[YOUR OBJECTIVE] Return all lines in the data where the string "JSON" can be found.

[EXERCISE DATA]
============================================================
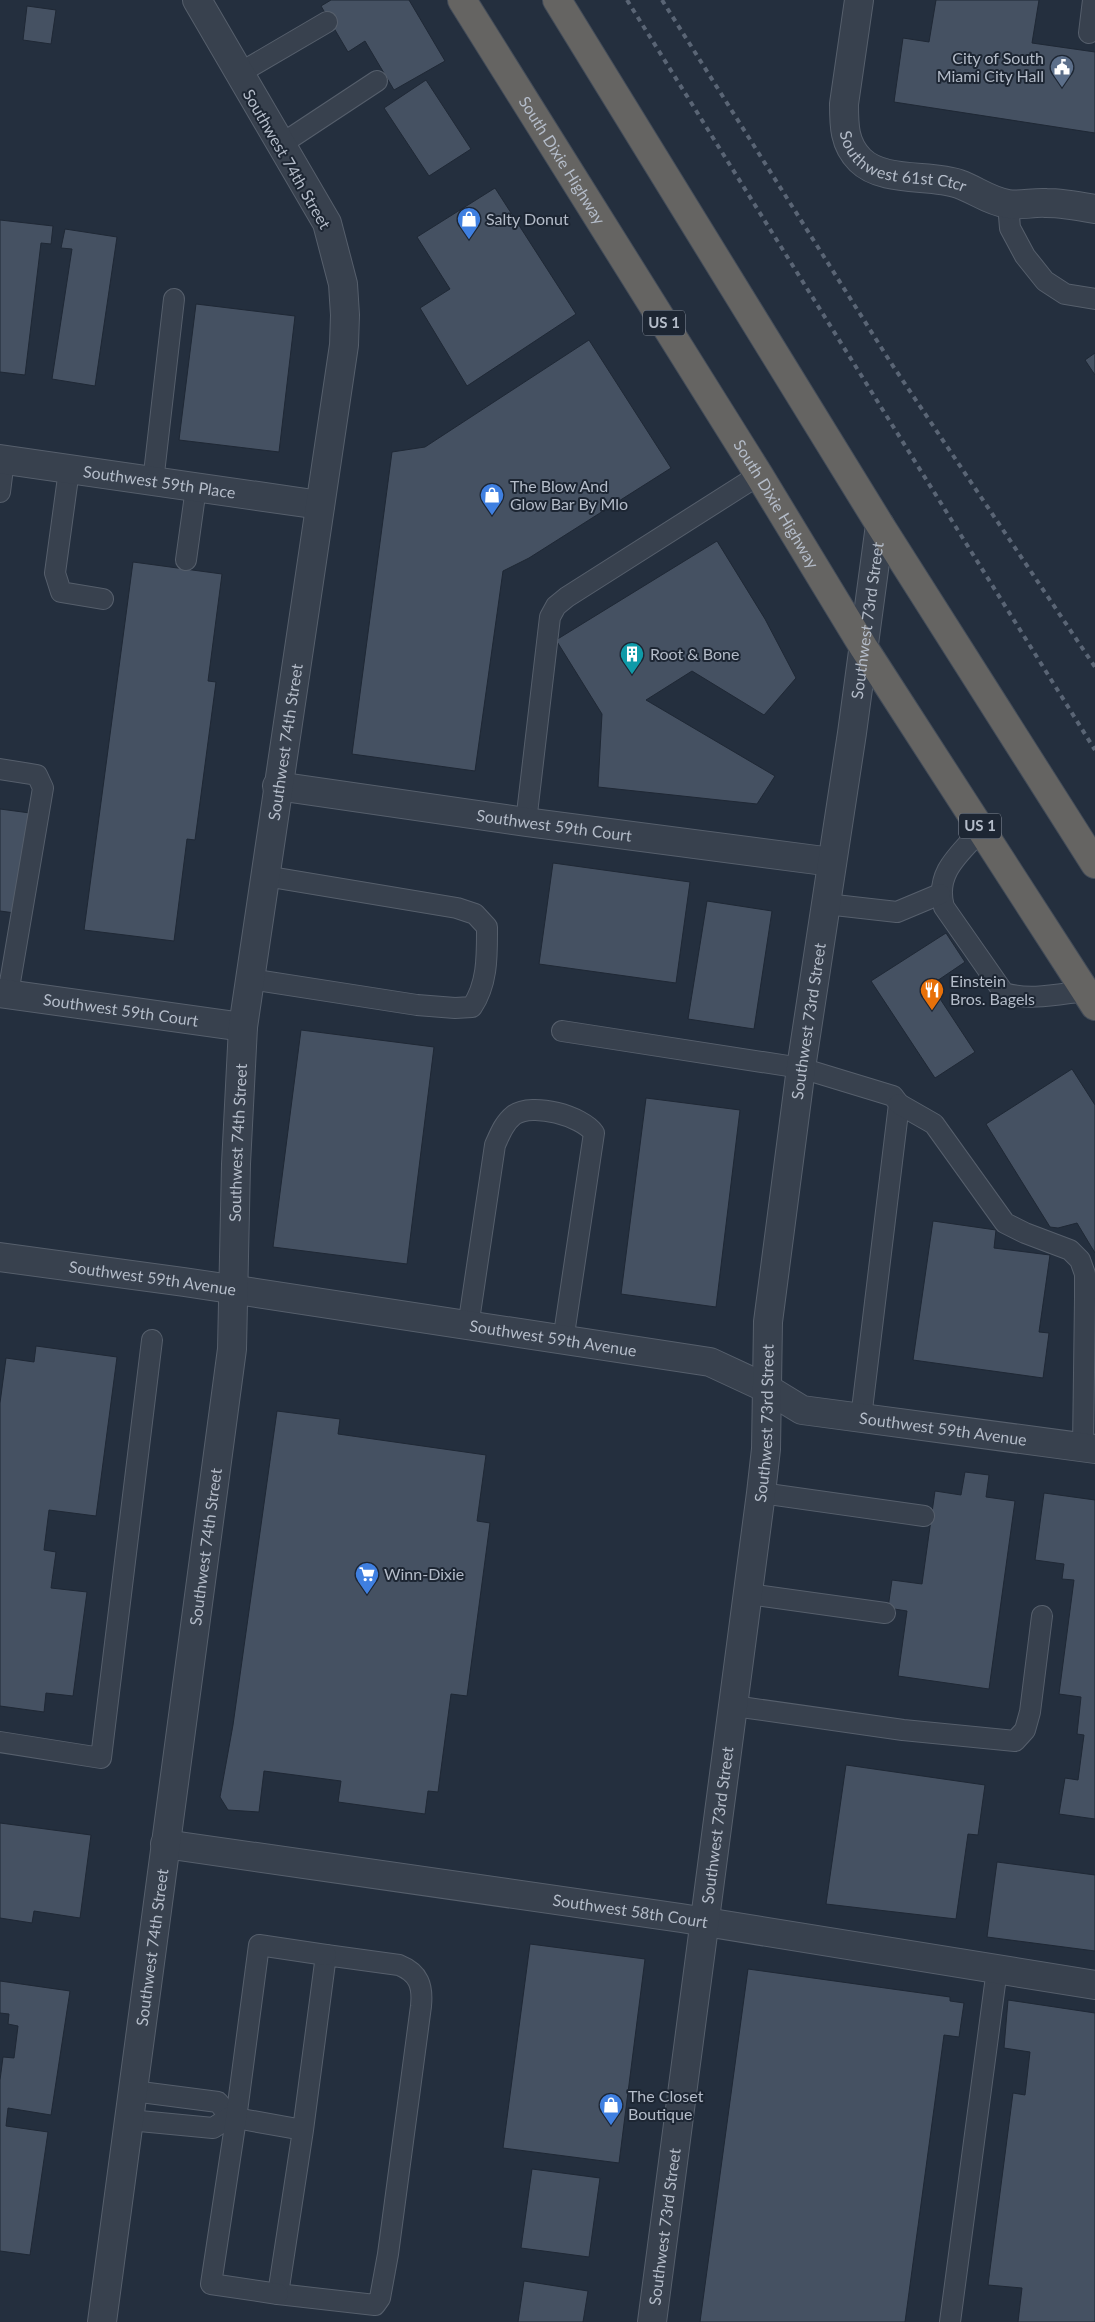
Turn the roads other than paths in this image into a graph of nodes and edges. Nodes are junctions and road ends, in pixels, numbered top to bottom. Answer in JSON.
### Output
============================================================
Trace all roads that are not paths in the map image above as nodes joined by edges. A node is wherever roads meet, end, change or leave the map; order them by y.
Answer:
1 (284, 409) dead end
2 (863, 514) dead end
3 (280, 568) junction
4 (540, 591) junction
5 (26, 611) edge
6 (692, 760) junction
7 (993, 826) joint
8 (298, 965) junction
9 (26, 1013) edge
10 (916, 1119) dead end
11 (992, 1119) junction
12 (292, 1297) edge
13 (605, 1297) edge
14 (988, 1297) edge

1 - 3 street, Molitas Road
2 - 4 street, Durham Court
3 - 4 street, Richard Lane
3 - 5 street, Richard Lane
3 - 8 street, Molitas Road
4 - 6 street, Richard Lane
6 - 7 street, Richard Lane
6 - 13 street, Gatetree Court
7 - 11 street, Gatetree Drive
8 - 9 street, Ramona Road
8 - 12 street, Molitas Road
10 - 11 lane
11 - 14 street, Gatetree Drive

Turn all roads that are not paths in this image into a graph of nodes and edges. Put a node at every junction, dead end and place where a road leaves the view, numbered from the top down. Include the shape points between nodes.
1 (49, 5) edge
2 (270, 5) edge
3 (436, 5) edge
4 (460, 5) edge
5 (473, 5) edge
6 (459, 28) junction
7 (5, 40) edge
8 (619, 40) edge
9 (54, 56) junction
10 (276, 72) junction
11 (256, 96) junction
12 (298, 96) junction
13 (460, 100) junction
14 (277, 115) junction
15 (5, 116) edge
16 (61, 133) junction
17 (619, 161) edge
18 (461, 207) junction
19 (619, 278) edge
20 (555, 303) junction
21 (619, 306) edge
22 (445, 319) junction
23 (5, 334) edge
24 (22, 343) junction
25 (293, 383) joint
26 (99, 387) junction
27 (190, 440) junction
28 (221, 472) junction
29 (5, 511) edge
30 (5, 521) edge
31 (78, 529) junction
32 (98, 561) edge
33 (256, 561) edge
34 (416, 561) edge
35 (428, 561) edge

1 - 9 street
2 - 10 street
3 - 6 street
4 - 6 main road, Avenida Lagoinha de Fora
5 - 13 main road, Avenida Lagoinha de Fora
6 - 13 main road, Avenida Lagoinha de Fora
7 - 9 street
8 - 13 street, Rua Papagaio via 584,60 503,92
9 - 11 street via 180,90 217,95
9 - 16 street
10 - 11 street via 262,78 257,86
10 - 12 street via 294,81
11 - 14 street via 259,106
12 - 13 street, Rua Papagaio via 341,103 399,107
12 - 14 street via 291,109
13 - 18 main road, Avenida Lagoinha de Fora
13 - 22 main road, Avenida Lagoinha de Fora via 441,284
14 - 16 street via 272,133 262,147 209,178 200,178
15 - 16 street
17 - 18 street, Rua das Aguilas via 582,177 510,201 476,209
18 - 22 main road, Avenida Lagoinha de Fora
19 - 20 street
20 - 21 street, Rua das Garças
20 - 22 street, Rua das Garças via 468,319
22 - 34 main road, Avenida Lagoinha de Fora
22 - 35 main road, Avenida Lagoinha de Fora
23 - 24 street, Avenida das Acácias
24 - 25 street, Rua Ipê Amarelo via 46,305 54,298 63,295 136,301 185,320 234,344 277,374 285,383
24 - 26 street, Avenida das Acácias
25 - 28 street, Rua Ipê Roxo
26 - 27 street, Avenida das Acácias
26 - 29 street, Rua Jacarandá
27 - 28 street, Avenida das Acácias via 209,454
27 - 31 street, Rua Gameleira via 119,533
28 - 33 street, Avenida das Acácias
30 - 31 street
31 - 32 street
============================================================
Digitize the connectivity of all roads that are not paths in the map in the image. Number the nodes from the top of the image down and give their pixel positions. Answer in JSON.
============================================================
[PROBLEM SOLUTION]
Turn the roads other than paths in this image into a graph of nodes and edges. Nodes are junctions and road ends, in pixels, numbered top to bottom. Answer in JSON.
Digitize the connectivity of all roads that are not paths in the map in the image. Number the nodes from the top of the image down and give their pixel positions. Answer in JSON.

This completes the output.